Data section -
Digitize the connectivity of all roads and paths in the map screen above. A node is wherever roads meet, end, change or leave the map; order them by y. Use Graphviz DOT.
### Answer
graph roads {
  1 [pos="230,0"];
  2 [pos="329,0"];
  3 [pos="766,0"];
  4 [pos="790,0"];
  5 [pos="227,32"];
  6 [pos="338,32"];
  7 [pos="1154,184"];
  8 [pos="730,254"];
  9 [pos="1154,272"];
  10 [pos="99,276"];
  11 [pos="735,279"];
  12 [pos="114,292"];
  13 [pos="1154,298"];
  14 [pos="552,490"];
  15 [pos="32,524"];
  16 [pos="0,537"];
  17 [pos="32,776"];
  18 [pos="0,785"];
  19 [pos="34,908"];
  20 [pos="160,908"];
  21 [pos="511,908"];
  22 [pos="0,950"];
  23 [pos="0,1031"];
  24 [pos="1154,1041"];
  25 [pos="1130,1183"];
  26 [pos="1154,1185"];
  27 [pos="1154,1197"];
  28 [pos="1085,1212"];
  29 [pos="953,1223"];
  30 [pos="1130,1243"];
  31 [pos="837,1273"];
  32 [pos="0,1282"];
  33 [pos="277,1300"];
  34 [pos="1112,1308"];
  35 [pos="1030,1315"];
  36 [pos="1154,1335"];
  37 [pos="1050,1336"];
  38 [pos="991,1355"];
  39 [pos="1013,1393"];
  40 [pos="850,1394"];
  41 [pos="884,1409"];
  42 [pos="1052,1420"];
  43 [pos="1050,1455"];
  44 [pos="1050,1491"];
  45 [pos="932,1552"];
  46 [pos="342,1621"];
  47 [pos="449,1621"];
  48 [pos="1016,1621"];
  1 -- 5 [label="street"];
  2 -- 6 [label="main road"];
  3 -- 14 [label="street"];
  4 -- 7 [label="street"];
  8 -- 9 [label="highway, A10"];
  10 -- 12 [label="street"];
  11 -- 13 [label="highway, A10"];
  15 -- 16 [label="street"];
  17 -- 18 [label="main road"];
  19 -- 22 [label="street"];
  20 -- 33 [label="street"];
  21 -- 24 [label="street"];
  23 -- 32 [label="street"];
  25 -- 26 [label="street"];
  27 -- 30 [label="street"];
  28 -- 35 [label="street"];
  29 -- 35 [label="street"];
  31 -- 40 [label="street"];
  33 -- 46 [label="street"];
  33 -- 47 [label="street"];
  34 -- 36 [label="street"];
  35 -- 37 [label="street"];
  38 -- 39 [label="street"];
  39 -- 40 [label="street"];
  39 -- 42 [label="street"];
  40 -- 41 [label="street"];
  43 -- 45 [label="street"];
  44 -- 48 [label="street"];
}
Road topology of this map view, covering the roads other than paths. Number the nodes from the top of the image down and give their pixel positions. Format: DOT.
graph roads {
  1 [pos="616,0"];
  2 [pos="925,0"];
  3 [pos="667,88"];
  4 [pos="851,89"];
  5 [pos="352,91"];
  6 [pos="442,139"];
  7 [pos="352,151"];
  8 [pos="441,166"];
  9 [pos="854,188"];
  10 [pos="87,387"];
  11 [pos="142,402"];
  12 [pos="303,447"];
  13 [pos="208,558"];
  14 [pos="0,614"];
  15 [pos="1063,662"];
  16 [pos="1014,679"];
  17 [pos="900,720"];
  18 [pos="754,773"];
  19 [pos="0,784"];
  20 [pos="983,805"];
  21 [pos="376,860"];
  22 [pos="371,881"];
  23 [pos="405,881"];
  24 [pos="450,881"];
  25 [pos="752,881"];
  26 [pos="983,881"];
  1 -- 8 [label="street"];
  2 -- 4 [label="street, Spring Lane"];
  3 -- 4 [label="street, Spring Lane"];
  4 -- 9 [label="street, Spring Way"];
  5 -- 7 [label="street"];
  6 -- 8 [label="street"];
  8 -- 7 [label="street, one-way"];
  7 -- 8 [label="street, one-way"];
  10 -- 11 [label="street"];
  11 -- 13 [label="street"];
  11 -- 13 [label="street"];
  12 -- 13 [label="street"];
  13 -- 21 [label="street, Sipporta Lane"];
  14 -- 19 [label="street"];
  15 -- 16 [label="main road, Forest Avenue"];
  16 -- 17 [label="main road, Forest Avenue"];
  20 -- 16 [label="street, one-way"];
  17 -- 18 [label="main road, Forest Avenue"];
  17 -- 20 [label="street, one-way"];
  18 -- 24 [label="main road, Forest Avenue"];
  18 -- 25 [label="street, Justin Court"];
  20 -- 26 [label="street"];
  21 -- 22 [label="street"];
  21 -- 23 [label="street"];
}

Task objective -
Please copy every line of the material exactly.

Your response -
Digitize the connectivity of all roads and paths in the map screen above. A node is wherever roads meet, end, change or leave the map; order them by y. Use Graphviz DOT.
### Answer
graph roads {
  1 [pos="230,0"];
  2 [pos="329,0"];
  3 [pos="766,0"];
  4 [pos="790,0"];
  5 [pos="227,32"];
  6 [pos="338,32"];
  7 [pos="1154,184"];
  8 [pos="730,254"];
  9 [pos="1154,272"];
  10 [pos="99,276"];
  11 [pos="735,279"];
  12 [pos="114,292"];
  13 [pos="1154,298"];
  14 [pos="552,490"];
  15 [pos="32,524"];
  16 [pos="0,537"];
  17 [pos="32,776"];
  18 [pos="0,785"];
  19 [pos="34,908"];
  20 [pos="160,908"];
  21 [pos="511,908"];
  22 [pos="0,950"];
  23 [pos="0,1031"];
  24 [pos="1154,1041"];
  25 [pos="1130,1183"];
  26 [pos="1154,1185"];
  27 [pos="1154,1197"];
  28 [pos="1085,1212"];
  29 [pos="953,1223"];
  30 [pos="1130,1243"];
  31 [pos="837,1273"];
  32 [pos="0,1282"];
  33 [pos="277,1300"];
  34 [pos="1112,1308"];
  35 [pos="1030,1315"];
  36 [pos="1154,1335"];
  37 [pos="1050,1336"];
  38 [pos="991,1355"];
  39 [pos="1013,1393"];
  40 [pos="850,1394"];
  41 [pos="884,1409"];
  42 [pos="1052,1420"];
  43 [pos="1050,1455"];
  44 [pos="1050,1491"];
  45 [pos="932,1552"];
  46 [pos="342,1621"];
  47 [pos="449,1621"];
  48 [pos="1016,1621"];
  1 -- 5 [label="street"];
  2 -- 6 [label="main road"];
  3 -- 14 [label="street"];
  4 -- 7 [label="street"];
  8 -- 9 [label="highway, A10"];
  10 -- 12 [label="street"];
  11 -- 13 [label="highway, A10"];
  15 -- 16 [label="street"];
  17 -- 18 [label="main road"];
  19 -- 22 [label="street"];
  20 -- 33 [label="street"];
  21 -- 24 [label="street"];
  23 -- 32 [label="street"];
  25 -- 26 [label="street"];
  27 -- 30 [label="street"];
  28 -- 35 [label="street"];
  29 -- 35 [label="street"];
  31 -- 40 [label="street"];
  33 -- 46 [label="street"];
  33 -- 47 [label="street"];
  34 -- 36 [label="street"];
  35 -- 37 [label="street"];
  38 -- 39 [label="street"];
  39 -- 40 [label="street"];
  39 -- 42 [label="street"];
  40 -- 41 [label="street"];
  43 -- 45 [label="street"];
  44 -- 48 [label="street"];
}
Road topology of this map view, covering the roads other than paths. Number the nodes from the top of the image down and give their pixel positions. Format: DOT.
graph roads {
  1 [pos="616,0"];
  2 [pos="925,0"];
  3 [pos="667,88"];
  4 [pos="851,89"];
  5 [pos="352,91"];
  6 [pos="442,139"];
  7 [pos="352,151"];
  8 [pos="441,166"];
  9 [pos="854,188"];
  10 [pos="87,387"];
  11 [pos="142,402"];
  12 [pos="303,447"];
  13 [pos="208,558"];
  14 [pos="0,614"];
  15 [pos="1063,662"];
  16 [pos="1014,679"];
  17 [pos="900,720"];
  18 [pos="754,773"];
  19 [pos="0,784"];
  20 [pos="983,805"];
  21 [pos="376,860"];
  22 [pos="371,881"];
  23 [pos="405,881"];
  24 [pos="450,881"];
  25 [pos="752,881"];
  26 [pos="983,881"];
  1 -- 8 [label="street"];
  2 -- 4 [label="street, Spring Lane"];
  3 -- 4 [label="street, Spring Lane"];
  4 -- 9 [label="street, Spring Way"];
  5 -- 7 [label="street"];
  6 -- 8 [label="street"];
  8 -- 7 [label="street, one-way"];
  7 -- 8 [label="street, one-way"];
  10 -- 11 [label="street"];
  11 -- 13 [label="street"];
  11 -- 13 [label="street"];
  12 -- 13 [label="street"];
  13 -- 21 [label="street, Sipporta Lane"];
  14 -- 19 [label="street"];
  15 -- 16 [label="main road, Forest Avenue"];
  16 -- 17 [label="main road, Forest Avenue"];
  20 -- 16 [label="street, one-way"];
  17 -- 18 [label="main road, Forest Avenue"];
  17 -- 20 [label="street, one-way"];
  18 -- 24 [label="main road, Forest Avenue"];
  18 -- 25 [label="street, Justin Court"];
  20 -- 26 [label="street"];
  21 -- 22 [label="street"];
  21 -- 23 [label="street"];
}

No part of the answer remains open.